“Civil rights are not given. You must fight to get them, then, fight to keep them.”
– Anita Cameron

This week marks the 60th anniversary of the Civil Rights Act and the observance of Disability Pride Month, which is celebrated in July because of the Americans with Disabilities Act (ADA). These decisive laws have not only impacted individual lives—they have shaped generations and possible futures for marginalized Americans in ways we won’t understand for decades to come.

However, the Civil Rights Act and ADA are not where the fight stops. These laws are not perfect, and there is still much work to do.

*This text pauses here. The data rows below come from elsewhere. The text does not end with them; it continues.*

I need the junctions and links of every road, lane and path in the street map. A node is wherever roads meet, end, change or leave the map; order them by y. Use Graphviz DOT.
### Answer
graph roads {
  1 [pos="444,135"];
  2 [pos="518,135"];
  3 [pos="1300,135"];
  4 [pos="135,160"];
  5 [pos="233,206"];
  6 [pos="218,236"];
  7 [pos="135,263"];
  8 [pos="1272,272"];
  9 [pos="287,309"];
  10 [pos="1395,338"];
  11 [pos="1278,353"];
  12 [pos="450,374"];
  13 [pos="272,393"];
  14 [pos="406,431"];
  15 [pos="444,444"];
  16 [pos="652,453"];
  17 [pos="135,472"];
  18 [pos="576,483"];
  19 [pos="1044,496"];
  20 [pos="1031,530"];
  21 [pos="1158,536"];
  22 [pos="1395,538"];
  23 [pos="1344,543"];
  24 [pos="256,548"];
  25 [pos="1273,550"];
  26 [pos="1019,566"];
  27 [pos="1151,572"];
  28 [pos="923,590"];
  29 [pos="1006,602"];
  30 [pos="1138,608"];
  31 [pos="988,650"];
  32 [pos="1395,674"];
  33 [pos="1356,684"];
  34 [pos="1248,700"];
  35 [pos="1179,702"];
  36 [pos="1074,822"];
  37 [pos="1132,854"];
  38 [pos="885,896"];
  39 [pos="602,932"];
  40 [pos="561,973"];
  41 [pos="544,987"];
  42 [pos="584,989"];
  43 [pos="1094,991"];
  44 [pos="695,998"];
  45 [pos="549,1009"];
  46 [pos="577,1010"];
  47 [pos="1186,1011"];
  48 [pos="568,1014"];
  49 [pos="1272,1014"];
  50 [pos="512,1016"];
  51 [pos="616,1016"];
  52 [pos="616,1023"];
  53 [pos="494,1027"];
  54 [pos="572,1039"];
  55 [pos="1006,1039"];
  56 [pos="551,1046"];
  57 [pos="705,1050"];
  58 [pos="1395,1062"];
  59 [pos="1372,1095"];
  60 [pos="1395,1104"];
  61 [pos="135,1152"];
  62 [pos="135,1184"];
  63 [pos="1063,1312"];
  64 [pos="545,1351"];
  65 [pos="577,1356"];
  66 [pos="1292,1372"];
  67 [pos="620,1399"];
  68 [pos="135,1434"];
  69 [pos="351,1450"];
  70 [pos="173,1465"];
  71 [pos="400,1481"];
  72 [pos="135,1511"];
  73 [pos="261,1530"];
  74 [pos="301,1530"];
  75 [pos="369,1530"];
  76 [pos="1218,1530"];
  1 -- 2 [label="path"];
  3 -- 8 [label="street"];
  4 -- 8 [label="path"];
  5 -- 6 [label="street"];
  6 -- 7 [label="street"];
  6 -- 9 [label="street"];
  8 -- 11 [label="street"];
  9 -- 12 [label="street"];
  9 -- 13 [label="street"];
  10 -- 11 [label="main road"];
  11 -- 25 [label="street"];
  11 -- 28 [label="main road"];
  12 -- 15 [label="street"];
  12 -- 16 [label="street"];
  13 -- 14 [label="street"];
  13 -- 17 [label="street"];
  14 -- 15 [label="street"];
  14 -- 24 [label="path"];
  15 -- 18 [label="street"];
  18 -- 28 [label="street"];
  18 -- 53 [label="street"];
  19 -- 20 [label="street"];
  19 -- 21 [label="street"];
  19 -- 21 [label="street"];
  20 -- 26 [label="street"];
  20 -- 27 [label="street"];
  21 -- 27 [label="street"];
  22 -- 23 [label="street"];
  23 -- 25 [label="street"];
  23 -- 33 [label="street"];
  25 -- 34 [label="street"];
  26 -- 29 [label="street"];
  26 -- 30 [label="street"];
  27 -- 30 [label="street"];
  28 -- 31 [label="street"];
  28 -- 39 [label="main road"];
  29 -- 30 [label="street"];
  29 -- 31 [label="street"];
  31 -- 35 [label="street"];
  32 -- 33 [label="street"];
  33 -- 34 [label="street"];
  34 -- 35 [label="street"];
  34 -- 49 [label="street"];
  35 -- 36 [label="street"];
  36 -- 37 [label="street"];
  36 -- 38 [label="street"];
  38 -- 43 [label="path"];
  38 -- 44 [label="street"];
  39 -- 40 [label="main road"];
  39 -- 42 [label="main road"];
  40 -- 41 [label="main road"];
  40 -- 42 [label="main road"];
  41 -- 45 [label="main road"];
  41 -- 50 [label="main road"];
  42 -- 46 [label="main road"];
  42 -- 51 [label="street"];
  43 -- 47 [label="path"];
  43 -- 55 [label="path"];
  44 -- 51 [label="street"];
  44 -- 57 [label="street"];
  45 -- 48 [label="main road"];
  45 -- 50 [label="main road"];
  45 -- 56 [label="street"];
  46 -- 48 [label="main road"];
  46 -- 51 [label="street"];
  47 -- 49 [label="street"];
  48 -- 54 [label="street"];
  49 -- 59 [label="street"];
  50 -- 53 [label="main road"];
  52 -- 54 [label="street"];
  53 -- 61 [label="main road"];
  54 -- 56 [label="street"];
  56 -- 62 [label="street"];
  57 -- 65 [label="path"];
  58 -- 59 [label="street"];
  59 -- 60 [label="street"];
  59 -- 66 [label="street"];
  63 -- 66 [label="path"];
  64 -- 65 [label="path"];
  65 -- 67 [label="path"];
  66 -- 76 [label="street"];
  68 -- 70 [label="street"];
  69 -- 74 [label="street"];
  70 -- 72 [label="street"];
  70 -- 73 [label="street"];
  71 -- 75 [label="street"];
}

At Virginia Tech, we recently launched the Disability Community Technology Center (DisCoTec) in partnership with the University of North Carolina at Charlotte and funded by a generous grant from the Andrew W. Mellon Foundation. This regional center will pay disabled people to consult on new technologies; host artists connected to disability justice with an artist-in-residence program; and develop a “radically inclusive gaming” group to create table-top role playing materials with neurodivergent and disabled players in mind.

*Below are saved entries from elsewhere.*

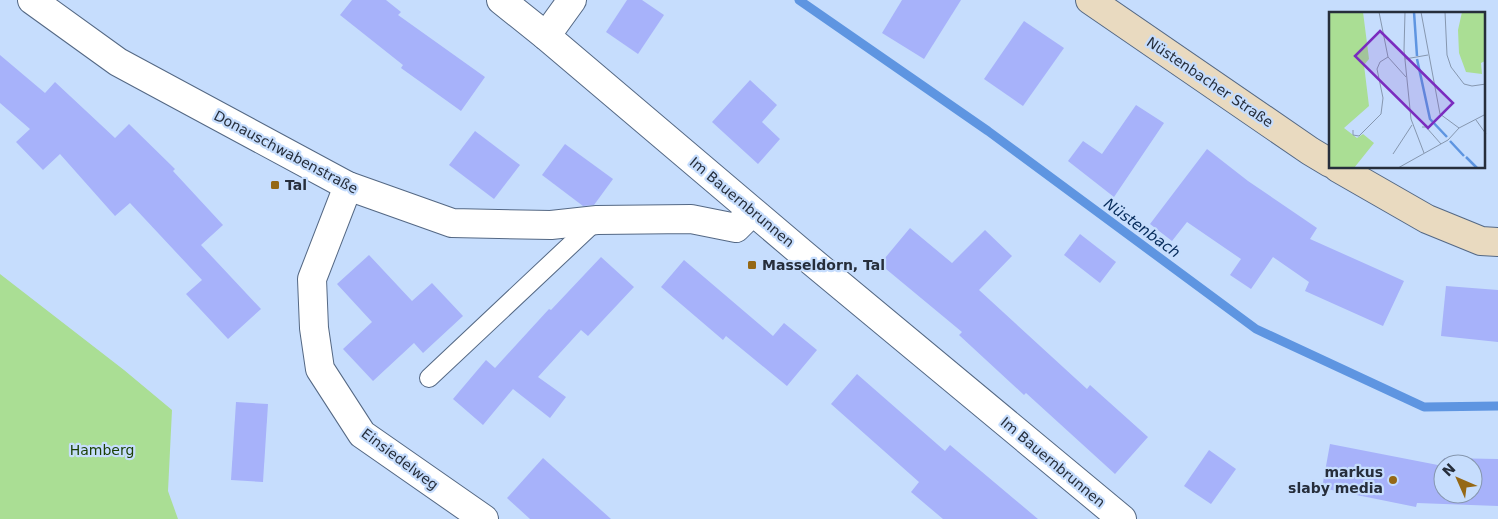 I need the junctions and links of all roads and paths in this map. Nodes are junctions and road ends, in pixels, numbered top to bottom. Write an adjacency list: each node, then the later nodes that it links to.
1 (32, 0): 8 (street, Donauschwabenstraße)
2 (501, 0): 5 (street, Im Bauernbrunnen)
3 (572, 0): 5 (street)
4 (1090, 0): 6 (main road, Nüstenbacher Straße)
5 (546, 36): 9 (street, Im Bauernbrunnen)
6 (1329, 162)
7 (1340, 169): 11 (main road)
8 (348, 186): 10 (street, Donauschwabenstraße); 13 (street, Einsiedelweg)
9 (752, 212): 10 (street, Donauschwabenstraße); 14 (street, Im Bauernbrunnen)
10 (597, 220): 12 (lane)
11 (1498, 242)
12 (429, 378)
13 (484, 519)
14 (1122, 519)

DisCoTec’s first artist-in-residence was disability justice icon Anita Cameron, who worked on her memoir from June 1 to 20 and read a selection at the official launch of the center on June 27.

The principal investigator (PI) for the grant is Ashley Shew, associate professor in the department of science, technology, and society and author of Against Technoableism: Rethinking Who Needs Improvement. Co-PIs include Keresh Afsari, Elizabeth McLain, and Damien P. Williams.

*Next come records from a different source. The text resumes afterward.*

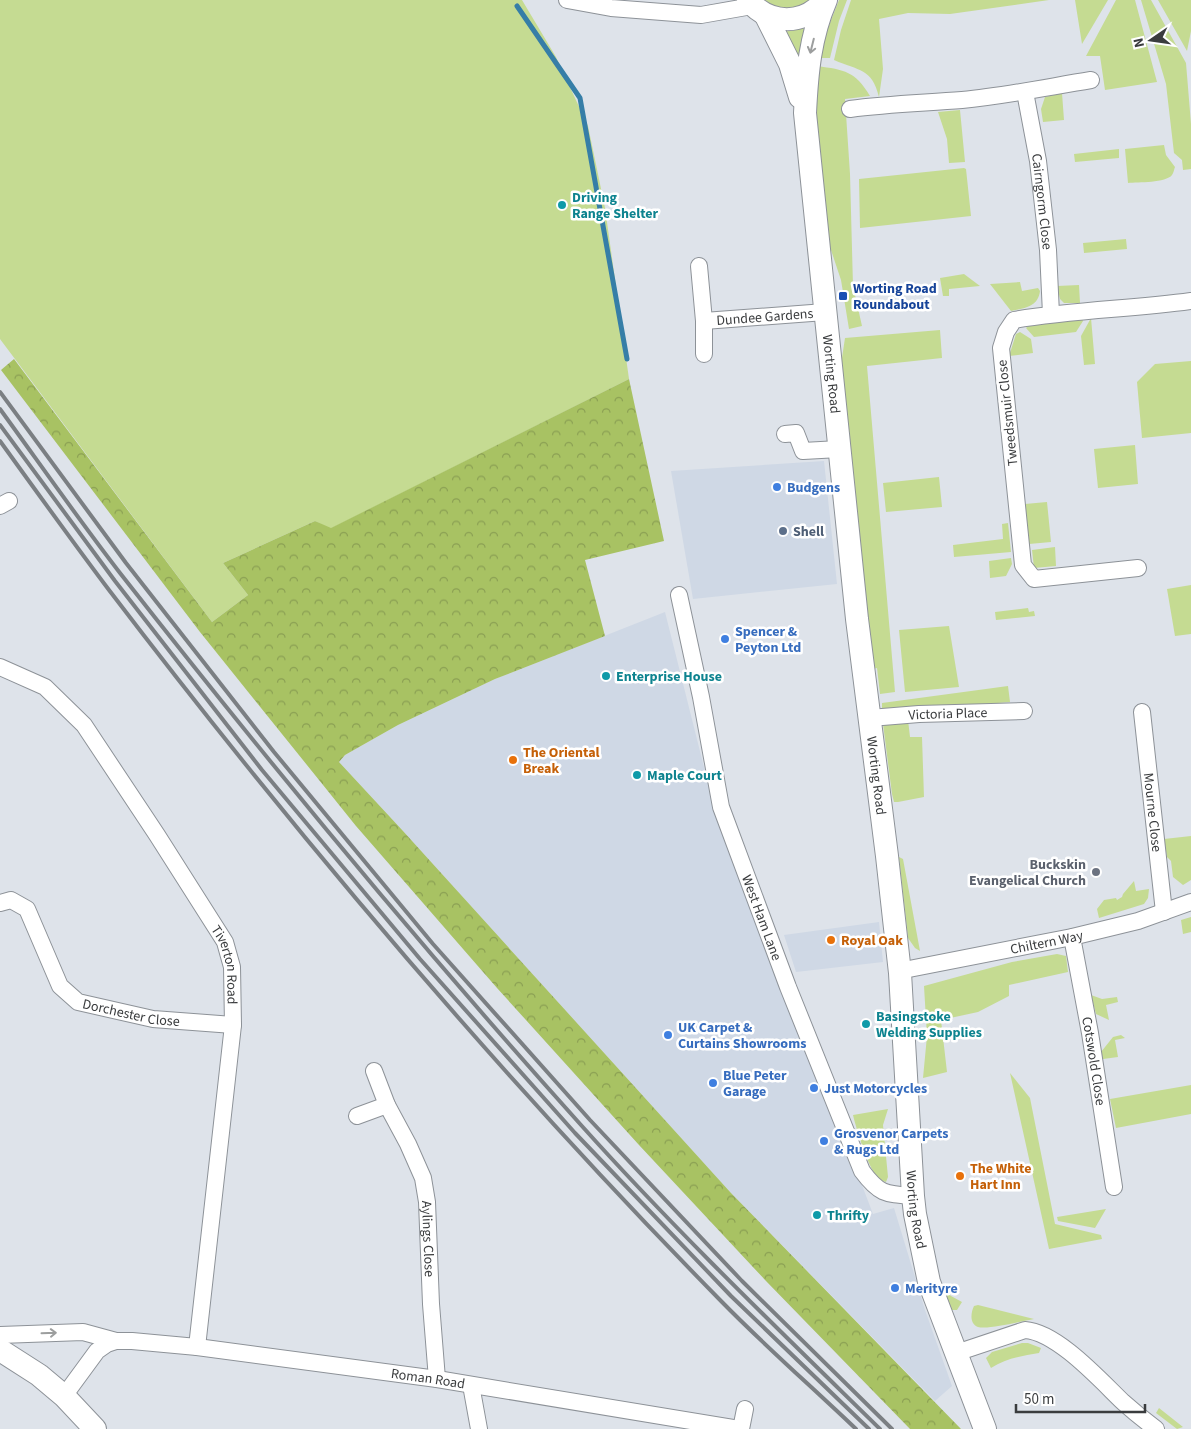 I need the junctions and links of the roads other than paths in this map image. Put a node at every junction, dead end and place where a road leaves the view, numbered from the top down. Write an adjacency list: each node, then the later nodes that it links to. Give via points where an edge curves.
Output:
1 (567, 0): 5 (street, via 611,8)
2 (713, 0): 5 (street)
3 (826, 0): 4 (main road, via 817,10 788,19); 9 (main road, Worting Road, one-way to 9, via 808,63)
4 (755, 7): 5 (street); 9 (main road, Worting Road, via 790,64)
5 (701, 15)
6 (1091, 80): 7 (street)
7 (1026, 92): 8 (street); 13 (street, Cairngorm Close, via 1041,186)
8 (850, 109)
9 (805, 113): 12 (main road, Worting Road)
10 (699, 266): 14 (street, Dundee Gardens)
11 (1191, 301): 13 (street, Tweedsmuir Close)
12 (825, 312): 14 (street, Dundee Gardens); 17 (main road, Worting Road)
13 (1051, 314): 18 (street, Tweedsmuir Close, via 1014,320 1001,348 1023,565 1034,579)
14 (704, 321): 15 (street, Dundee Gardens)
15 (704, 354)
16 (785, 434): 17 (street, via 796,433 803,451)
17 (839, 449): 23 (main road, Worting Road)
18 (1138, 568)
19 (680, 595): 34 (street, West Ham Lane, via 721,807 788,987 862,1171 872,1185 886,1194)
20 (0, 667): 29 (street, Tiverton Road, via 45,687 84,724 157,835 225,942 232,967)
21 (1024, 712): 23 (street, Victoria Place)
22 (1142, 712): 26 (street, Mourne Close)
23 (870, 718): 28 (main road, Worting Road)
24 (1191, 902): 26 (street, Chiltern Way)
25 (0, 903): 29 (street, Dorchester Close, via 11,900 27,909 60,986 78,1002 153,1019)
26 (1164, 912): 27 (street, Chiltern Way, via 1138,922)
27 (1072, 937): 28 (street, Chiltern Way); 33 (street, Cotswold Close)
28 (900, 973): 34 (main road, Worting Road)
29 (233, 1025): 37 (street, Tiverton Road)
30 (374, 1071): 31 (street, Aylings Close)
31 (388, 1106): 32 (street); 40 (street, Aylings Close, via 423,1178)
32 (357, 1116)
33 (1114, 1186)
34 (912, 1196): 39 (main road, Worting Road, via 929,1282)
35 (0, 1335): 36 (street, Roman Road, one-way to 36, via 84,1332)
36 (116, 1341): 37 (street, Roman Road); 42 (street, via 97,1351)
37 (198, 1347): 40 (street, Roman Road)
38 (0, 1350): 42 (main road)
39 (956, 1353): 47 (main road, Worting Road); 48 (street, via 1025,1330 1035,1331 1088,1367)
40 (436, 1379): 41 (street, Roman Road)
41 (471, 1385): 45 (street); 46 (street, Roman Road)
42 (64, 1396): 44 (main road)
43 (745, 1409): 46 (street, Roman Road)
44 (95, 1429)
45 (478, 1429)
46 (740, 1429)
47 (985, 1429)
48 (1156, 1429)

In addition to the center, Shew and McClain have supported Virginia Tech’s Disability Alliance and Caucus (DAC), a collective of disabled students and employees and their allies who meet with the goals of “community building, mutual support, and disability activism.” Lydia Qualls, counselor at Cook Counseling Center, also leads The Beyond Boundaries Support Group for Disabled, Neurodivergent, and Chronically Ill Students.

Campus-wide initiatives are taking place, too. Since 2018, the Campus Accessibility Working Group (CAWG) has been at the forefront of disability inclusion at Virginia Tech, leading pathway enhancements, all-gender bathrooms, live-captioning models, PDF remediation software pilots, and more via a community of practice model involving more than 10 administrative offices and three Virginia Tech community governance groups. CAWG also collaborated with the Office of Equity and Accessibility and Technology-Enhanced Learning and Online Strategies to host the inaugural Virginia Tech Accessibility Awareness Week in March 2024.

I take great pride in the work we have done so far in making Virginia Tech more accessible to our disabled students, especially those who are multiply marginalized. I hope we continue this trajectory so that, every July, we can continue to observe Disability Pride Month and celebrate the anniversary of the Civil Rights Act from a place of empowerment and optimism.